What is required |
Pull every "paths" line out of the data below.

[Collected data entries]

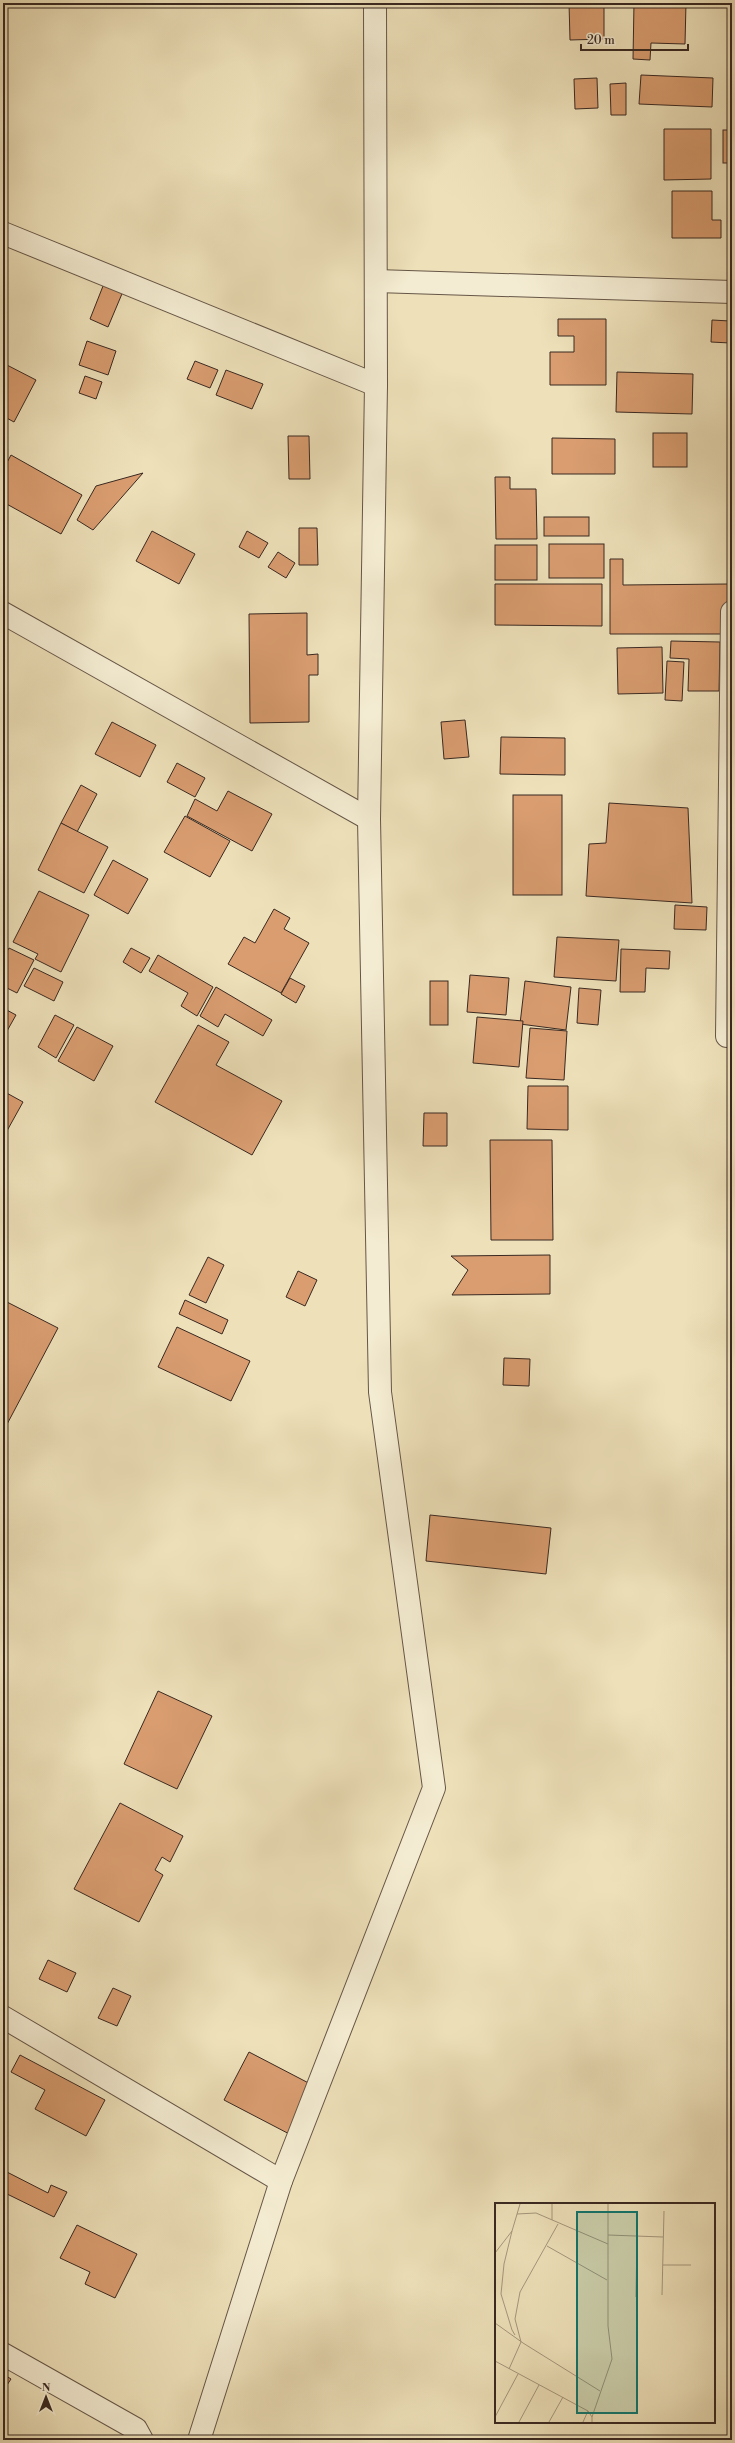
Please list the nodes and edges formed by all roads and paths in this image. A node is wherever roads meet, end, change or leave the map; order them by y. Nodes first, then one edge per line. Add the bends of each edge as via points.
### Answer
1 (375, 3) edge
2 (3, 233) edge
3 (376, 281) junction
4 (732, 292) edge
5 (376, 384) junction
6 (732, 612) edge
7 (3, 613) edge
8 (369, 819) junction
9 (727, 1036) dead end
10 (3, 2017) edge
11 (281, 2181) junction
12 (3, 2354) edge
13 (136, 2436) edge
14 (199, 2440) edge

1 - 3 street
2 - 5 street
3 - 4 street
3 - 5 street
5 - 8 street
6 - 9 street
7 - 8 street
8 - 11 street via 380,1392 434,1788
10 - 11 street
11 - 14 street
12 - 13 street

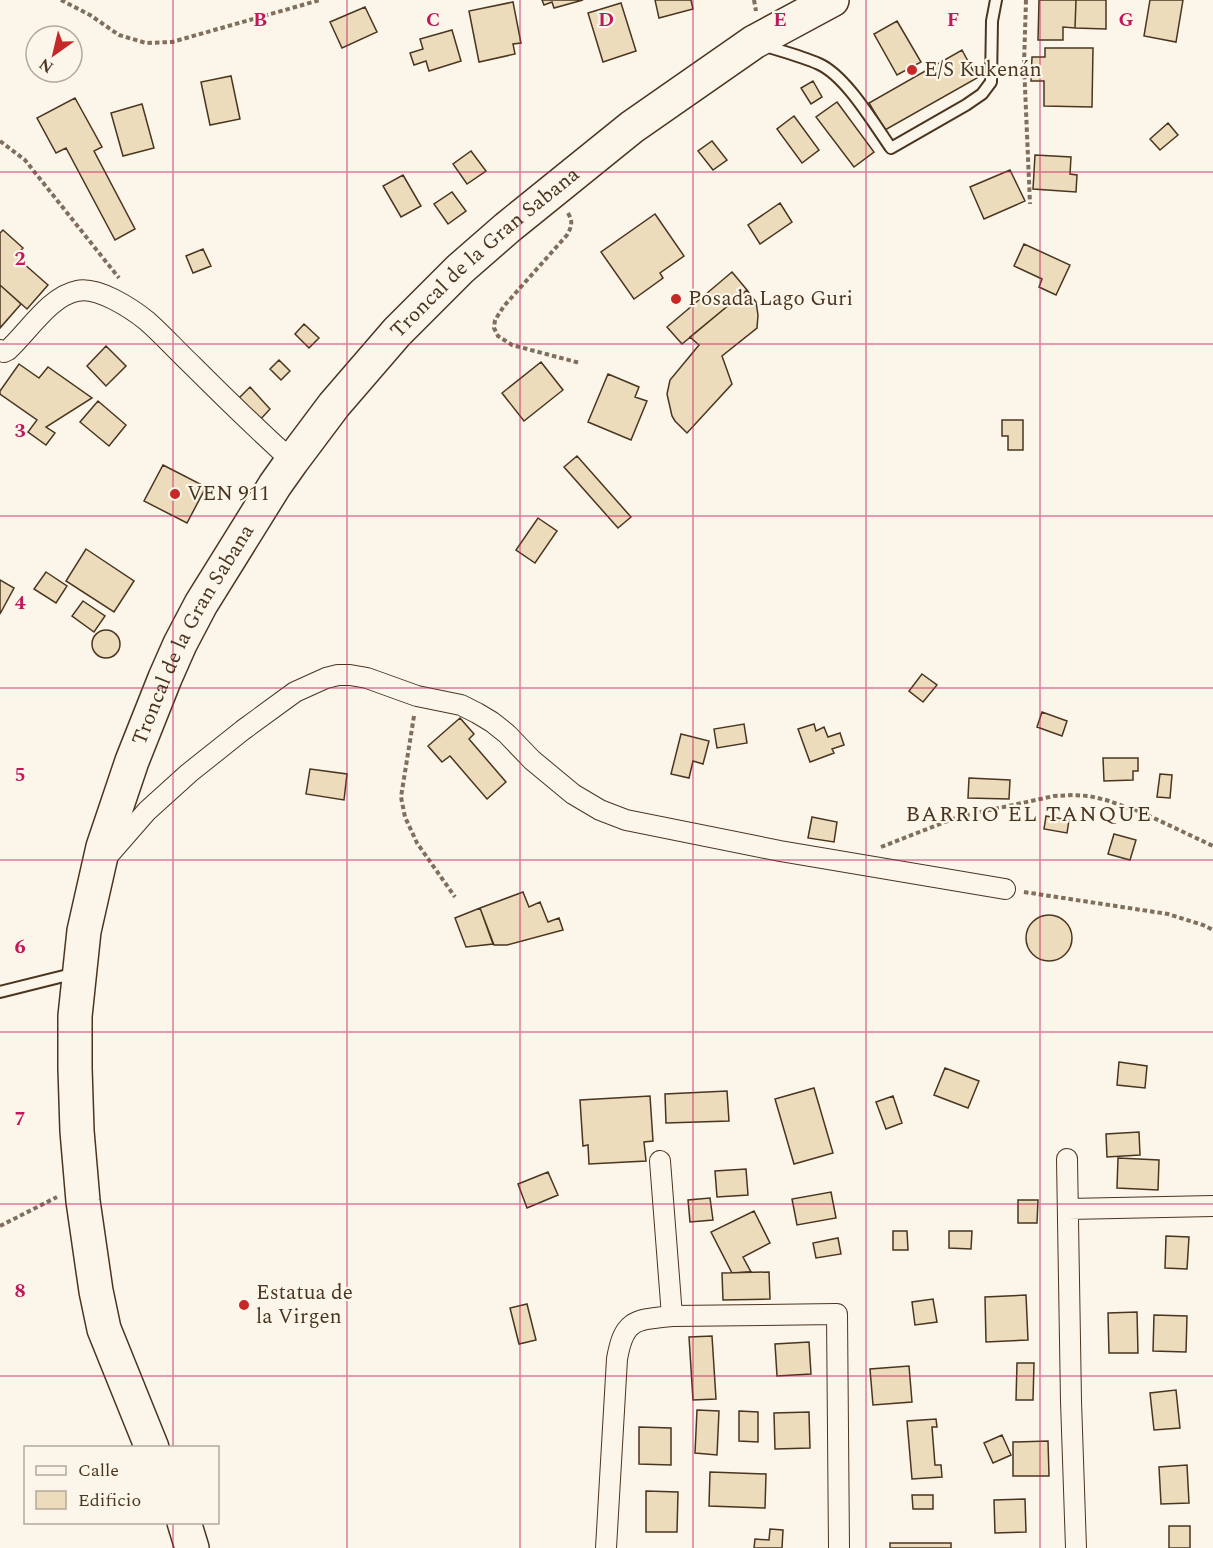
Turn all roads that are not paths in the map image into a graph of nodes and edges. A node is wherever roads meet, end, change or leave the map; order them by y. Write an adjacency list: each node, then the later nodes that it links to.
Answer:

Written solution |
Please list the nodes and edges formed by all roads and paths in this image. A node is wherever roads meet, end, change or leave the map; order them by y. Nodes first, then one edge per line. Add the bends of each edge as via points.
Turn all roads that are not paths in the map image into a graph of nodes and edges. A node is wherever roads meet, end, change or leave the map; order them by y. Write an adjacency list: each node, then the later nodes that it links to.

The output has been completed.